Would CLSI M53-A have helped in the diagnosis of HIV in Canada? Results of the performance of Canadian laboratories participating in a recent NLHRS proficiency testing panel containing HIV-1 antigen positive (antibody negative) and HIV-2 samples
Bibliographic record
Abstract
INTRODUCTION: The Clinical and Laboratory Standards Institute recently published M53-A, Criteria for Laboratory Testing and Diagnosis of Human Immunodeficiency Virus (HIV) Infection; Approved Guideline (2011), which includes a state of the art algorithm for identifying HIV-1 acute and HIV-2 infections. To assess the ability of Canadian laboratories to detect these sample types and the impact of M53-A, the National Laboratory for HIV Reference Services distributed a special proficiency testing panel. METHODS: HIVS425-2012Nov22 was sent to 42 laboratories across Canada. It contained one HIV negative sample (B), two HIV-1 positive samples (A and E), one HIV-2 positive sample (C) and one HIV-1/2 antibody negative-HIV-1 antigen positive sample (D). Data was collected and analyzed using DigitalPT; a standardized on-line tool.
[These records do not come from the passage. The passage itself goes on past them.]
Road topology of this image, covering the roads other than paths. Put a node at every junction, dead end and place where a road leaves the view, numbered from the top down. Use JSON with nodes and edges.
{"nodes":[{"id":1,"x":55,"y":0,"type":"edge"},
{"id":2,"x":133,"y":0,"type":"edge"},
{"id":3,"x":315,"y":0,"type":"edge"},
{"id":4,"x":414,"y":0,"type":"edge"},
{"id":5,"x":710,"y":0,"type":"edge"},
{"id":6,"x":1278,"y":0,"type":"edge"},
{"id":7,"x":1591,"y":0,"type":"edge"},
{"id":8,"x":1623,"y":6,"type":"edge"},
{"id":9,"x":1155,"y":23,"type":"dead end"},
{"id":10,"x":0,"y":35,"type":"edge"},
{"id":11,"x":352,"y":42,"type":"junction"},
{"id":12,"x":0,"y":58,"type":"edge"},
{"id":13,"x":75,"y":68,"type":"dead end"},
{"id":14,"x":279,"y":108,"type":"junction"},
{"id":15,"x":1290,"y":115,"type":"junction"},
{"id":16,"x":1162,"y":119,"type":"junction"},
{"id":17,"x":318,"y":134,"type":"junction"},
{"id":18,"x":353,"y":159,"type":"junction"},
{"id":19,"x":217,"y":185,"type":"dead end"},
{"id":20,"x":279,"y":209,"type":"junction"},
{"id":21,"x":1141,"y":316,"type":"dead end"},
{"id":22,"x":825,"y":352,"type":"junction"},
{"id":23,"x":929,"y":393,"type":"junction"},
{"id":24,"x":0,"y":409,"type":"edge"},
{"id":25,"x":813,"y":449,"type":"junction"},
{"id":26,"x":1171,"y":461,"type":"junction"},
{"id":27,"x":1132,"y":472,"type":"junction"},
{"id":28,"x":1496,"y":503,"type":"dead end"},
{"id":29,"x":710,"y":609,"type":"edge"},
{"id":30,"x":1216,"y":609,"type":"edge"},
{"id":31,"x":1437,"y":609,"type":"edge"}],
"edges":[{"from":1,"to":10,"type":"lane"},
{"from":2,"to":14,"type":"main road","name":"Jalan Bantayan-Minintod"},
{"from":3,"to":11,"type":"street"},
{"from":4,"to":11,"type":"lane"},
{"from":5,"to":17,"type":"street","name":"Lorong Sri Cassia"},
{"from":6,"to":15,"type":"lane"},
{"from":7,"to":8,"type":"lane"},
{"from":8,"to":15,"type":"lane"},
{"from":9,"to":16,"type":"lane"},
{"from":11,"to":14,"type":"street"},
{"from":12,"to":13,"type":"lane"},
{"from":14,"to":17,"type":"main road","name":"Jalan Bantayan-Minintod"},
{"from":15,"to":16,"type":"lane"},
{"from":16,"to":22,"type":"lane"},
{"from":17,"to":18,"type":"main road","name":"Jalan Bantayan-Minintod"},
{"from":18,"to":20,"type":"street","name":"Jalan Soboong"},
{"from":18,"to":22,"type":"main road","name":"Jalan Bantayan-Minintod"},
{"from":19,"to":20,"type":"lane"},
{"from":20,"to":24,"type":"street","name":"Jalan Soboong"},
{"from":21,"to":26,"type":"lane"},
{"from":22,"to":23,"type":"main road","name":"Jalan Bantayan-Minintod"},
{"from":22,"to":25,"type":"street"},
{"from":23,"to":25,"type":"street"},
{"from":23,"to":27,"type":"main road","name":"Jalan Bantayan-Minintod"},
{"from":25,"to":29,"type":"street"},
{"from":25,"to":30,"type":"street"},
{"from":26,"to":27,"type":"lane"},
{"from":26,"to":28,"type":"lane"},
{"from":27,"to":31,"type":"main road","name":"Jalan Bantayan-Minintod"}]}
RESULTS: Forty-one laboratories returned results. Sample B (HIV negative) was identified by 95% of laboratories (39/41) and samples A and E (HIV-1 positive) by 98% (40/41). No laboratory identified sample C as HIV-2 positive, although 85% (35/41) detected reactivity prompting a referral for further testing. The remaining laboratories identified sample C as HIV-1 positive (4), indeterminate (1) or gave no final status (1). Sample D (HIV antibody negative-antigen positive) was correctly identified by two laboratories as HIV-1 antigen positive while 78% (32/41) detected reactivity, recommending further testing. One laboratory did not provide a final status. Alarmingly, six laboratories called this sample HIV negative. CONCLUSION: Although there is a high quality of HIV testing across Canada, introduction of the M53-A guideline would further improve the ability of laboratories to diagnose HIV-1 acute and HIV-2 infection.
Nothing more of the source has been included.